We have suggested two additional factors which can rapidly raise research productivity.  The first is of course building capacity in research methods with the Research Methods Library of Alexandria as most  countries are statistically malnourished, with few skills in research methods

“Research is what I’m doing when I don’t know what I am doing”  (von Braun)

The second one is the concept of Publish or Perish/ University meritocracies.   When we  examined publication rates by countries, there are several  countries that demonstrated rapid spiking of research productivity.  In Iran over a 3 year period of time there was a tripling in the number of scientific publications, in Serbia, well after the war, public health publications jumped from 3 in a year to 183. Similar results have been seen in Universities in Kazakhstan and elsewhere. We asked scientist in  these countries as to why this occurred. Typically they responded that recently  degrees, grants, hiring, promotion and raises were tied to productivity, .e.g. publication. In many universities across the world Ph.D. degrees are now dependent upon publication. Obviously the ossified full professor will not like to be told to publish more. However it is a simple incentive, and appears to be very effective way to increase scientific productivity. Tying publication with promotion and raises is a very strong motivator! 

Partnering improved research methods training with a scientific motivators can produce a major increase in productivity.

“If we knew what it was we were doing, it would not be called research, would it?” (Einstein)
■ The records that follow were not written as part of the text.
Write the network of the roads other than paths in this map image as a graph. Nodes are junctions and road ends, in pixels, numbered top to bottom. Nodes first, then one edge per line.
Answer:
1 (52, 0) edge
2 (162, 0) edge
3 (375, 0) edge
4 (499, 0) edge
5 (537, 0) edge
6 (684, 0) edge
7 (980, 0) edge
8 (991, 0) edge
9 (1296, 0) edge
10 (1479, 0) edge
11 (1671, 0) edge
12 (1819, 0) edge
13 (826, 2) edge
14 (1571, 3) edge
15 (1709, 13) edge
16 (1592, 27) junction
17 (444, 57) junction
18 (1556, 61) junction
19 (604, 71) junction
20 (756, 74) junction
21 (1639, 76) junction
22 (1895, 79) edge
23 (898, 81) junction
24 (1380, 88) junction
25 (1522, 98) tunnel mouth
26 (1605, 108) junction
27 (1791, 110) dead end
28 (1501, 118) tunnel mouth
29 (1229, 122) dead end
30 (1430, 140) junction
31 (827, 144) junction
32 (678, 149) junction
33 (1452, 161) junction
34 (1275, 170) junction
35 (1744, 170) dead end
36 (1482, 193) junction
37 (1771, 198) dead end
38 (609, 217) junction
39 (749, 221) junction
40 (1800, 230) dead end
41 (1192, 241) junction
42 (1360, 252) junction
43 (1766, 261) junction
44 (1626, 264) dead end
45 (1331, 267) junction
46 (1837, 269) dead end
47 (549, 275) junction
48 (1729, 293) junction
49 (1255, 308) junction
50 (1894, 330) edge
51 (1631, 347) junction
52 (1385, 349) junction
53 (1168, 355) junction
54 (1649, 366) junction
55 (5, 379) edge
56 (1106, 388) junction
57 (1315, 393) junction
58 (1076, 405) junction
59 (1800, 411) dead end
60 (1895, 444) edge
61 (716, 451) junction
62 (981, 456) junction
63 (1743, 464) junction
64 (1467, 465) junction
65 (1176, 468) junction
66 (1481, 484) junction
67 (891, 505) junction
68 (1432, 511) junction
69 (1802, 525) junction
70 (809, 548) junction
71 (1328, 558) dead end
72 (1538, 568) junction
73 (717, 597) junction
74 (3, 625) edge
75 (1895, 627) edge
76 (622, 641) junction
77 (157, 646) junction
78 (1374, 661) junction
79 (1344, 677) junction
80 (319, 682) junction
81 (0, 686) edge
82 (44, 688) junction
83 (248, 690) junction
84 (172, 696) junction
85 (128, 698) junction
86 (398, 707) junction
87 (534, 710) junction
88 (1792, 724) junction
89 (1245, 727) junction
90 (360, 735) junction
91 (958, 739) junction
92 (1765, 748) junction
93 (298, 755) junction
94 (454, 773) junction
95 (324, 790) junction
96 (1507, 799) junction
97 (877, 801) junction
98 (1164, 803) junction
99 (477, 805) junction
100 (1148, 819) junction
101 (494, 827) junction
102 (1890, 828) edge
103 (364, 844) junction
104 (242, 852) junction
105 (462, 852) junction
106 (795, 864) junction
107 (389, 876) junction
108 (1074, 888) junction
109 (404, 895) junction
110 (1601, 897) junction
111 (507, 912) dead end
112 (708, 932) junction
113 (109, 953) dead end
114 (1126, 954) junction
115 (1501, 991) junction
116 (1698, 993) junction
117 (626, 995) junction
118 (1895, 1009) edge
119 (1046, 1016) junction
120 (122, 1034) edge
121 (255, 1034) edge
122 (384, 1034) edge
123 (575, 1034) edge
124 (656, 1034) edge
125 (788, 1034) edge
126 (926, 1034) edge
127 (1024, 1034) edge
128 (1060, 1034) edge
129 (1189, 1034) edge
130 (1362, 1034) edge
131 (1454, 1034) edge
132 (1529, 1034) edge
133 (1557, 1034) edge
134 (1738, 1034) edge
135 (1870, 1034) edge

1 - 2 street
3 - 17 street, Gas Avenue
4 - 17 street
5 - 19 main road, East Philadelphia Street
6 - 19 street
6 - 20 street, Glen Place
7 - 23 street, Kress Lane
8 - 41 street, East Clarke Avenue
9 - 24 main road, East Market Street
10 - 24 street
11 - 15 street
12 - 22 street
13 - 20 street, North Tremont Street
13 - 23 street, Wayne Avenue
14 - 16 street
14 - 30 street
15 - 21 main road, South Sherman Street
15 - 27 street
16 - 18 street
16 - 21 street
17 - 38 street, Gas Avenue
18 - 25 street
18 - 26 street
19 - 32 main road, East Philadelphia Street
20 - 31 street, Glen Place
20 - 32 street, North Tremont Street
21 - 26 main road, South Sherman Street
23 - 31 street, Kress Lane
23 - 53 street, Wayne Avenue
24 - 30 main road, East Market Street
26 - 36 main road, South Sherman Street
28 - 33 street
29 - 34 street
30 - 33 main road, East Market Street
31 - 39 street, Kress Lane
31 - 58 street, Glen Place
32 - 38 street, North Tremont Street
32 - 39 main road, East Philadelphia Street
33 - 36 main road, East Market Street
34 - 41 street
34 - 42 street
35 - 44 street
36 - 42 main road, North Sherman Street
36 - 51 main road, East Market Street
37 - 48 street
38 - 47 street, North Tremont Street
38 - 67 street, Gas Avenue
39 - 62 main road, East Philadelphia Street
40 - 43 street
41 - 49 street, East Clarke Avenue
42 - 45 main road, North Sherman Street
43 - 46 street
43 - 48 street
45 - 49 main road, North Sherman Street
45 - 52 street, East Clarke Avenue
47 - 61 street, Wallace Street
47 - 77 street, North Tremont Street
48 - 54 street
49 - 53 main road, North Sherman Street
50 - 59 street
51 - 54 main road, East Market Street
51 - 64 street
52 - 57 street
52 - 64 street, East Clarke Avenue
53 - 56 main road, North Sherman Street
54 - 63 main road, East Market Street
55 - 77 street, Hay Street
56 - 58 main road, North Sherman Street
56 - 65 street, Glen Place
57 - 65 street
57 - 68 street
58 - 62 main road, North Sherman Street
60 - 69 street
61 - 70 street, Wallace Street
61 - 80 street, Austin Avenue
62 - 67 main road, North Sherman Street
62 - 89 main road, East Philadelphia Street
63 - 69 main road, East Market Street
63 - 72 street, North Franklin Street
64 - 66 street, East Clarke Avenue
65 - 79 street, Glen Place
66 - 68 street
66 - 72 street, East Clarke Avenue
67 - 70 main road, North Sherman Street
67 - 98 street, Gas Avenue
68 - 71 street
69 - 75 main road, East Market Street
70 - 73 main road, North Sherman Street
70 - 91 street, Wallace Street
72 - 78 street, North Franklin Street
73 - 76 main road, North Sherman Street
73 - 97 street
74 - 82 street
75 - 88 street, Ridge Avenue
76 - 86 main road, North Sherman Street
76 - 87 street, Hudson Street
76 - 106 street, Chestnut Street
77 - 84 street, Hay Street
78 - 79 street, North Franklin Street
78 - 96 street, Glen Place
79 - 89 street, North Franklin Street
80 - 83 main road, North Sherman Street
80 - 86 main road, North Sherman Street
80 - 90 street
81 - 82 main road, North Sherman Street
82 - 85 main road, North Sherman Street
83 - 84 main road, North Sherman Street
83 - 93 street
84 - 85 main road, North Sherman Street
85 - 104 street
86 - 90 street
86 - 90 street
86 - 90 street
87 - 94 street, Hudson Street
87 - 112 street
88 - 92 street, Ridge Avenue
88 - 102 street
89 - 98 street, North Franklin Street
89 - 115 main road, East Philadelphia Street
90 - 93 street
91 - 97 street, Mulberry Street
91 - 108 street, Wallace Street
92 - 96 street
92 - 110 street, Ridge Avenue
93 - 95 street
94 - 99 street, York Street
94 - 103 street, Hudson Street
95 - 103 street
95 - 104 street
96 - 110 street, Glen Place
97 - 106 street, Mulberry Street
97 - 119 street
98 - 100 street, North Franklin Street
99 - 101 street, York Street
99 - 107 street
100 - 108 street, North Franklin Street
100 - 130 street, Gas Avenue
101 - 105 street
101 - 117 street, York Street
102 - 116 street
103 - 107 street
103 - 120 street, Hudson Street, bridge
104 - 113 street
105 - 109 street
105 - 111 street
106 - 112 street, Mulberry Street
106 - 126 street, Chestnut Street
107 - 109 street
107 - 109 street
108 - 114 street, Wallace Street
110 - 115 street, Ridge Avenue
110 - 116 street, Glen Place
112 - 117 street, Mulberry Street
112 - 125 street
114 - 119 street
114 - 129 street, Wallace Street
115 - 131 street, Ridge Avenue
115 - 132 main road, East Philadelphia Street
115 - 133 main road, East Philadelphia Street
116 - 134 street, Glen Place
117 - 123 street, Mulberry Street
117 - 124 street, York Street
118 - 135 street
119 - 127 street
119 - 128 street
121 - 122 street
There is the concern that countries cannot compete because of lack of money. Clearly this is true for “Expensive” science”. However there are many areas of science that are frugal (Epidemiology, geology, linguistics, archeology).   For example it was not expensive to find the enormous historically important Geoglyphics in Kazakhstan last year, finding the  next Lucy in Africa will not be expensive. Also, my field of epidemiology is also frugal and important as most of the most significant finds have come from counting sick people or dead bodies. Now also with the Internet, there is the death of distance, we can communicate and collaborate with almost any scientist in the world, and access to research knowledge is much better.

For these reasons,  we think the Library of Alexandria Africa, can triple the 1.3% articles from Africa in 5 years.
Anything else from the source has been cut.